Let us see how such transformations may happen.The rise of consumer capitalism initiated several great changes within Western societies. One such transformation was the shifted emphasis from production to distribution, as the distributor got a higher role than the manufacturer and the consumer, because the growing production requires adequate sales. Therefore, it has become necessary to spur consumption by products replacement, when the notion of obsolescence artificially shortens economic cycles in different markets.
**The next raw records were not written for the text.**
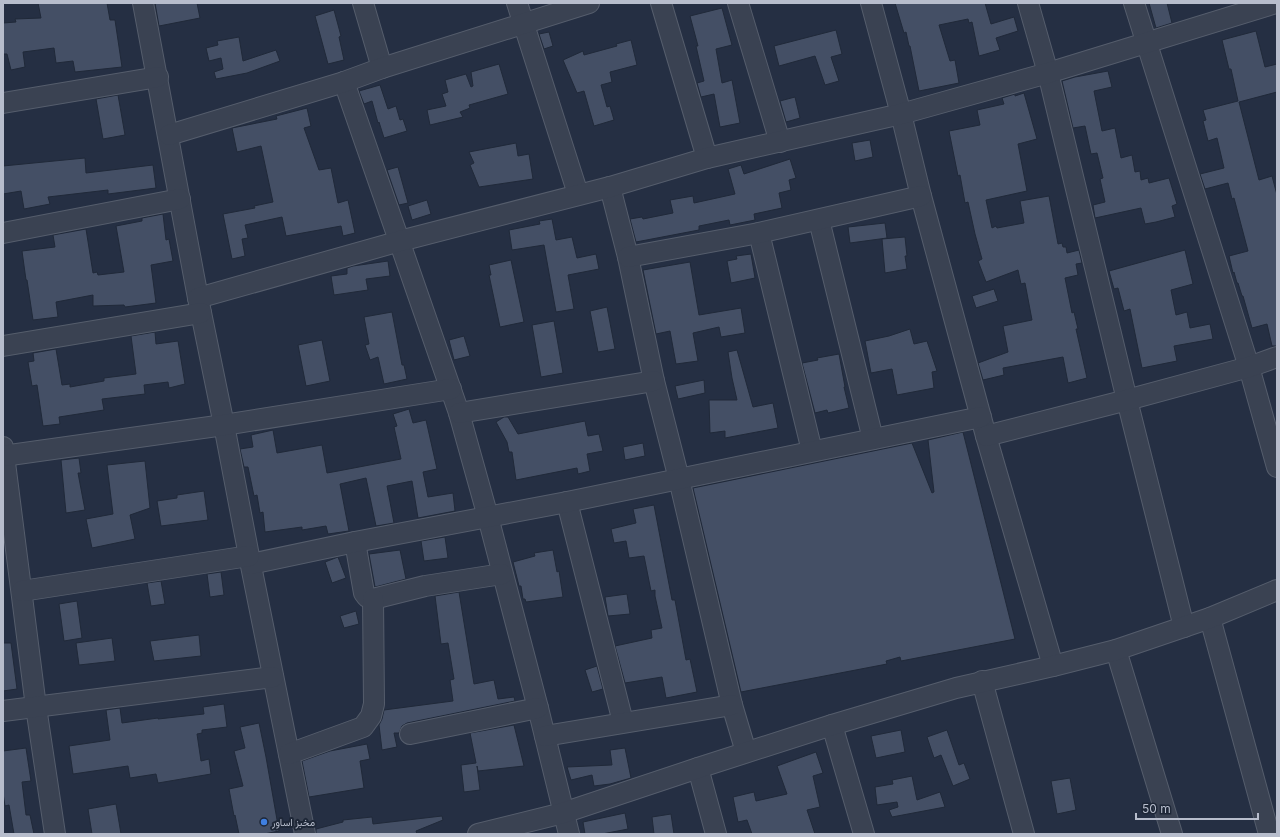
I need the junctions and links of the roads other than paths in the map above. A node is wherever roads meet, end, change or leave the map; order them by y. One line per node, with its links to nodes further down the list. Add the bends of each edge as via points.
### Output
1 (143, 3): 15 (street)
2 (363, 3): 13 (street)
3 (517, 3): 11 (street)
4 (589, 3): 11 (street)
5 (661, 3): 21 (street)
6 (738, 3): 20 (street)
7 (871, 3): 18 (street)
8 (1028, 3): 14 (street)
9 (1134, 3): 12 (street)
10 (1276, 3): 12 (street)
11 (524, 24): 13 (street); 23 (street)
12 (1146, 42): 14 (street); 34 (street)
13 (382, 68): 16 (street)
14 (1048, 72): 18 (street); 37 (street)
15 (158, 77): 17 (street); 19 (street)
16 (344, 82): 19 (street); 29 (street)
17 (3, 103)
18 (901, 114): 20 (street); 24 (street)
19 (169, 135): 25 (street)
20 (780, 142): 21 (street)
21 (707, 158): 22 (street)
22 (610, 187): 23 (street); 30 (street)
23 (578, 194): 29 (street)
24 (921, 196): 26 (street); 40 (street)
25 (180, 199): 27 (street); 31 (street)
26 (819, 220): 28 (street); 41 (street)
27 (3, 233)
28 (759, 233): 30 (street); 42 (street)
29 (400, 242): 31 (street); 36 (street)
30 (628, 257): 35 (street)
31 (199, 306): 32 (street); 39 (street)
32 (3, 346)
33 (1277, 357): 34 (street)
34 (1249, 366): 37 (street); 44 (street)
35 (654, 381): 38 (street); 45 (street)
36 (451, 389): 38 (street); 39 (street)
37 (1127, 400): 40 (street); 55 (street)
38 (459, 414): 47 (street)
39 (224, 425): 43 (street); 49 (street)
40 (984, 426): 41 (street); 57 (street)
41 (873, 438): 42 (street)
42 (812, 451): 45 (street)
43 (3, 453): 52 (street)
44 (1277, 467)
45 (679, 479): 46 (street); 60 (street)
46 (567, 502): 47 (street); 64 (street)
47 (488, 517): 48 (street); 50 (street)
48 (355, 542): 49 (street); 53 (street, via 364,593)
49 (250, 560): 52 (street); 58 (street)
50 (502, 574): 53 (street, via 425,586); 62 (street)
51 (1277, 590): 54 (street)
52 (22, 591): 61 (street)
53 (373, 599): 69 (street, via 374,704 371,716 363,727)
54 (1210, 618): 55 (street); 80 (street)
55 (1184, 627): 56 (street)
56 (1116, 650): 57 (street); 79 (street)
57 (1053, 666): 59 (street)
58 (273, 677): 61 (street); 69 (street)
59 (982, 681): 65 (street); 78 (street)
60 (732, 704): 64 (street); 68 (street)
61 (36, 707): 63 (street); 72 (street)
62 (538, 708): 66 (street); 67 (street)
63 (3, 711)
64 (623, 722): 67 (street)
65 (832, 725): 68 (street); 77 (street)
66 (410, 734)
67 (545, 736): 71 (street)
68 (746, 752): 70 (street)
69 (289, 754): 73 (street)
70 (698, 768): 71 (street); 76 (street)
71 (563, 813): 74 (street); 75 (street)
72 (55, 834)
73 (305, 834)
74 (478, 834)
75 (569, 834)
76 (716, 834)
77 (864, 834)
78 (1024, 834)
79 (1172, 834)
80 (1269, 834)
As a side effect, to the material concerns of people a new factor of mass concern had been added - the visual confirmation of the social status. Another development was the subordination of visual art to the capitalistic institutions. In part, this has been done through sacralization of the art and isolation it in museums, where works of art serve as modern icons, but lose their intersensoriality, which is an active connection between senses needed for the wholeness of experience (Howes 2005, pp.318-334). Such trends influenced our senses as a cultural frame of our perception because we almost never perceive the world immediately but rather sense it stereotypically.
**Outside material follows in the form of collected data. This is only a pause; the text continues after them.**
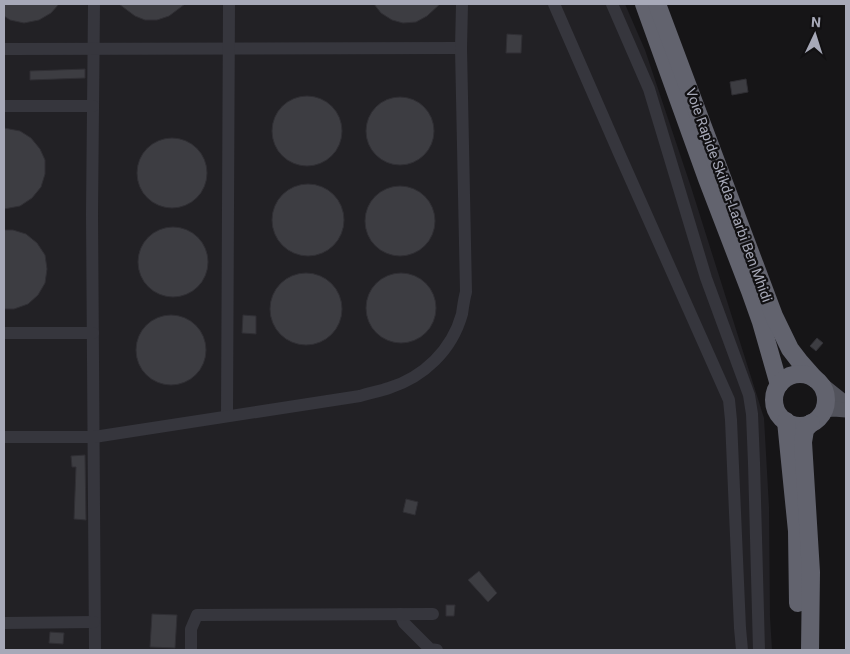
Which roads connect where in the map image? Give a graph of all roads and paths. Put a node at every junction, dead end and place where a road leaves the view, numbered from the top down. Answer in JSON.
{"nodes":[{"id":1,"x":94,"y":4,"type":"edge"},
{"id":2,"x":229,"y":4,"type":"edge"},
{"id":3,"x":462,"y":4,"type":"edge"},
{"id":4,"x":554,"y":4,"type":"edge"},
{"id":5,"x":612,"y":4,"type":"edge"},
{"id":6,"x":644,"y":4,"type":"edge"},
{"id":7,"x":657,"y":4,"type":"edge"},
{"id":8,"x":4,"y":48,"type":"edge"},
{"id":9,"x":229,"y":48,"type":"junction"},
{"id":10,"x":461,"y":48,"type":"junction"},
{"id":11,"x":94,"y":49,"type":"junction"},
{"id":12,"x":4,"y":106,"type":"edge"},
{"id":13,"x":93,"y":106,"type":"junction"},
{"id":14,"x":4,"y":333,"type":"edge"},
{"id":15,"x":93,"y":333,"type":"junction"},
{"id":16,"x":818,"y":381,"type":"junction"},
{"id":17,"x":779,"y":385,"type":"junction"},
{"id":18,"x":846,"y":404,"type":"edge"},
{"id":19,"x":824,"y":410,"type":"junction"},
{"id":20,"x":846,"y":410,"type":"edge"},
{"id":21,"x":227,"y":416,"type":"junction"},
{"id":22,"x":786,"y":421,"type":"junction"},
{"id":23,"x":811,"y":423,"type":"junction"},
{"id":24,"x":4,"y":437,"type":"edge"},
{"id":25,"x":94,"y":437,"type":"junction"},
{"id":26,"x":400,"y":614,"type":"junction"},
{"id":27,"x":434,"y":614,"type":"dead end"},
{"id":28,"x":94,"y":622,"type":"junction"},
{"id":29,"x":4,"y":623,"type":"edge"},
{"id":30,"x":95,"y":650,"type":"edge"},
{"id":31,"x":191,"y":650,"type":"edge"},
{"id":32,"x":437,"y":650,"type":"edge"},
{"id":33,"x":742,"y":650,"type":"edge"},
{"id":34,"x":759,"y":650,"type":"edge"},
{"id":35,"x":799,"y":650,"type":"edge"},
{"id":36,"x":810,"y":650,"type":"edge"}],
"edges":[{"from":1,"to":11,"type":"lane"},
{"from":2,"to":9,"type":"lane"},
{"from":3,"to":10,"type":"lane"},
{"from":4,"to":33,"type":"lane"},
{"from":5,"to":34,"type":"lane"},
{"from":6,"to":17,"type":"highway","name":"Voie Rapide Skikda-Laarbi Ben Mhidi"},
{"from":7,"to":16,"type":"highway","name":"Voie Rapide Skikda-Laarbi Ben Mhidi"},
{"from":8,"to":11,"type":"lane"},
{"from":9,"to":10,"type":"lane"},
{"from":9,"to":11,"type":"lane"},
{"from":9,"to":21,"type":"lane"},
{"from":10,"to":21,"type":"lane"},
{"from":11,"to":13,"type":"lane"},
{"from":12,"to":13,"type":"lane"},
{"from":13,"to":15,"type":"lane"},
{"from":14,"to":15,"type":"lane"},
{"from":15,"to":25,"type":"lane"},
{"from":16,"to":17,"type":"highway"},
{"from":16,"to":18,"type":"main road"},
{"from":16,"to":19,"type":"highway"},
{"from":17,"to":22,"type":"highway"},
{"from":19,"to":20,"type":"main road"},
{"from":19,"to":23,"type":"highway"},
{"from":21,"to":25,"type":"lane"},
{"from":22,"to":23,"type":"highway"},
{"from":22,"to":35,"type":"highway"},
{"from":23,"to":36,"type":"highway"},
{"from":24,"to":25,"type":"lane"},
{"from":25,"to":28,"type":"lane"},
{"from":26,"to":27,"type":"lane"},
{"from":26,"to":31,"type":"lane"},
{"from":26,"to":32,"type":"lane"},
{"from":28,"to":29,"type":"lane"},
{"from":28,"to":30,"type":"lane"}]}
Thus, design arts that exploit our cultural stereotypes began to be employed for the promotion of sales, which turned the figure of the designer, a modern visual artist at the conjunction of cultural and material spheres of our reality, into the driving force behind consumer capitalism due to her ability to satisfy the mentioned concern about status among consumers. Indeed, the designer creates the magic visual appeal of products that makes them a prestigious and seductive constant advertising.

However, the motive of the designer is not to make better products, but to make products sell better, which are not synonyms because to promote sales the designer contrives fictitious qualities which he himself will negate when introducing newer products. This leads to the victory of the distributor over the artistic nature of the designer who abandons truly artistic ideals in favor of commercial profits.On ground of this, I believe that the next stage in the process of the aestheticization of our everyday life will ensue from the dissatisfaction with the mentioned cultural trends when products of consumer capitalism are advertised as artistic, but which in the end turn out to be quasi-artistic.
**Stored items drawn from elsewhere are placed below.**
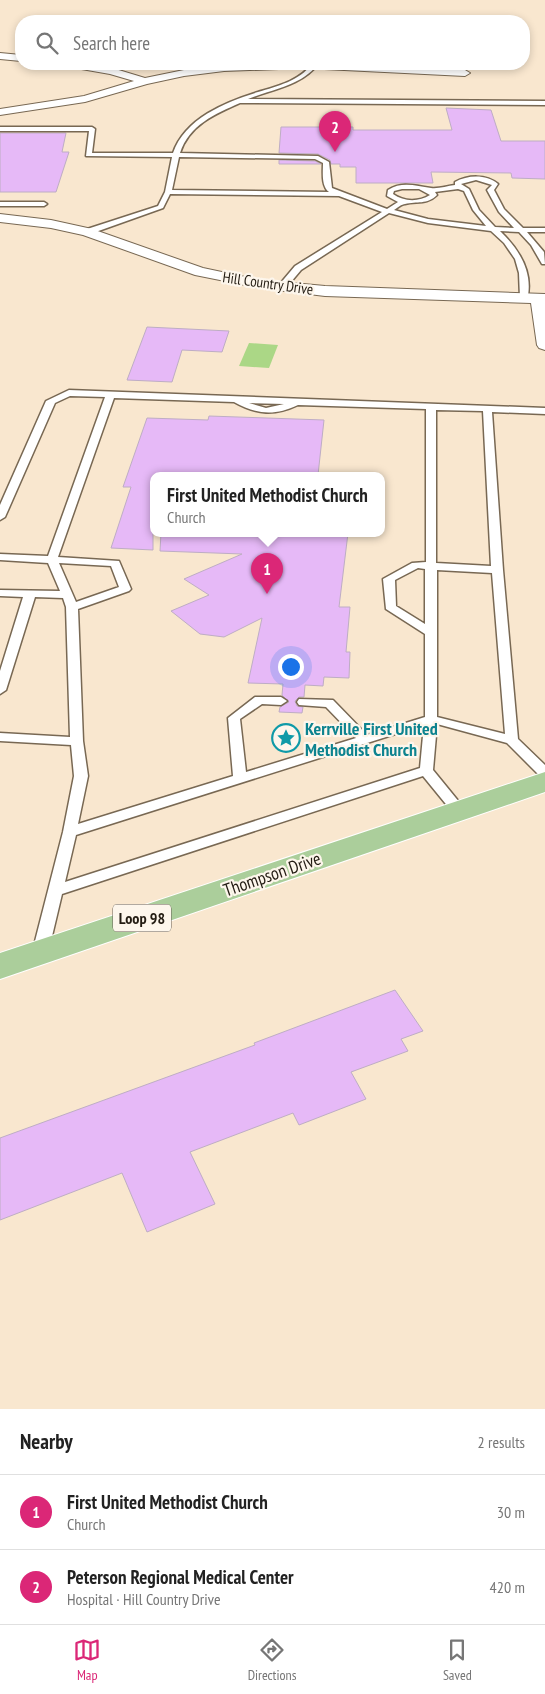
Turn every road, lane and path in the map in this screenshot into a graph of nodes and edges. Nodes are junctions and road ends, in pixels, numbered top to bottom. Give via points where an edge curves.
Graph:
1 (0, 56) edge
2 (15, 57) edge
3 (106, 70) edge
4 (207, 70) edge
5 (309, 70) edge
6 (408, 70) edge
7 (465, 73) dead end
8 (145, 81) junction
9 (239, 101) junction
10 (545, 103) edge
11 (0, 112) edge
12 (0, 129) edge
13 (176, 155) junction
14 (459, 187) junction
15 (430, 190) junction
16 (168, 192) junction
17 (340, 194) junction
18 (404, 201) junction
19 (0, 204) edge
20 (44, 204) dead end
21 (388, 212) junction
22 (0, 218) edge
23 (494, 229) junction
24 (520, 230) junction
25 (545, 230) edge
26 (87, 232) junction
27 (545, 262) edge
28 (282, 287) junction
29 (536, 298) edge
30 (545, 344) edge
31 (110, 394) junction
32 (431, 407) junction
33 (487, 409) junction
34 (545, 411) edge
35 (0, 517) edge
36 (0, 557) edge
37 (52, 559) junction
38 (431, 566) junction
39 (497, 570) junction
40 (0, 593) edge
41 (30, 594) junction
42 (70, 601) junction
43 (430, 632) junction
44 (0, 690) edge
45 (281, 701) dead end
46 (303, 702) dead end
47 (431, 719) junction
48 (0, 738) edge
49 (77, 740) junction
50 (365, 740) junction
51 (512, 740) junction
52 (426, 771) junction
53 (545, 773) edge
54 (240, 779) junction
55 (545, 782) edge
56 (459, 811) junction
57 (70, 832) junction
58 (54, 891) junction
59 (40, 953) junction
60 (0, 966) edge

1 - 2 street
3 - 8 street
4 - 8 street
5 - 9 lane via 294,82
6 - 7 street
8 - 11 street via 85,99
9 - 10 lane
9 - 13 lane via 197,124 182,139
12 - 13 lane via 92,129 88,156
13 - 16 lane
13 - 17 lane via 316,157 326,162 327,186
14 - 15 lane
14 - 23 lane via 467,190 472,207
14 - 24 lane via 457,183 469,179 492,182 496,186 490,190 494,201 502,214
15 - 18 lane via 434,195 428,200
15 - 18 lane via 409,186 389,192 391,197
16 - 17 lane
16 - 26 lane via 164,204 156,209
17 - 21 lane
18 - 21 lane
19 - 20 lane
21 - 23 lane via 440,223
21 - 28 lane via 298,268
22 - 26 street, Hill Country Drive
23 - 24 lane
23 - 29 lane via 519,259
24 - 25 lane
24 - 27 lane
26 - 28 street, Hill Country Drive via 200,272
28 - 29 street, Hill Country Drive
29 - 30 street
31 - 32 lane via 237,400 254,410 277,411 298,402
31 - 35 lane via 69,393 51,401
31 - 37 lane
32 - 33 lane
32 - 38 lane
33 - 34 lane
33 - 39 lane
36 - 37 lane
37 - 42 lane
37 - 42 lane via 115,563 125,590
38 - 39 lane
38 - 43 lane
38 - 43 lane via 416,565 389,579 390,606
39 - 51 lane
40 - 41 lane
41 - 42 lane
41 - 44 lane
42 - 49 lane
43 - 47 lane
45 - 54 lane via 258,700 234,718
46 - 50 lane via 329,704
47 - 50 lane
47 - 51 lane
47 - 52 lane
48 - 49 lane
49 - 57 lane via 81,776
50 - 54 lane
51 - 53 lane
52 - 56 lane
52 - 58 lane
54 - 57 lane
55 - 56 main road, Thompson Drive / Loop 98
56 - 59 main road, Thompson Drive / Loop 98
57 - 58 lane
58 - 59 lane
59 - 60 main road, Thompson Drive / Loop 98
Therefore, I optimistically hope that for the challenges of the industrial revolution, which initiated the shift from our reliance on the senses to precise measurements (Howes 2005, pp.106-127) and therefore engendered the production of identical utensils and raised the difficulties regarding the proper industrial design, alternative solutions will be found which will overcome flaws and sensual limitations of the mentioned distributive design. Such a solution should lie in finding the balance between usefulness and aesthetics, and in refusal from the paradox between our secularization of traditional art isolated in museums, which requires that useful cannot be sensed as beautiful, and existing attempts of consumer capitalism to turn beauty into a function of sales promotion.

This solution may be embodied, for example, by the return to the traditional values of craftsmanship, which, without the direct market pressure, allow craftsmen to define their own approach to design and production, and, by "coming to our senses", to create things which transcend merely visual appeal and combine utility and beauty as an integral whole on many sensual levels. I realize that it is easier to say about this task then to fulfil it, but as far as we talk about such a fundamental factor as human senses, if we view them not only as a passive tool of our perception of the world, but also as an active force in the process of formation of our cultural environment, then such a "sensual revolution" may indeed open for us new horizons.

SourcesHowes, David. Empire of the Senses: The Sensual Culture Reader. Berg Publishers, 2005.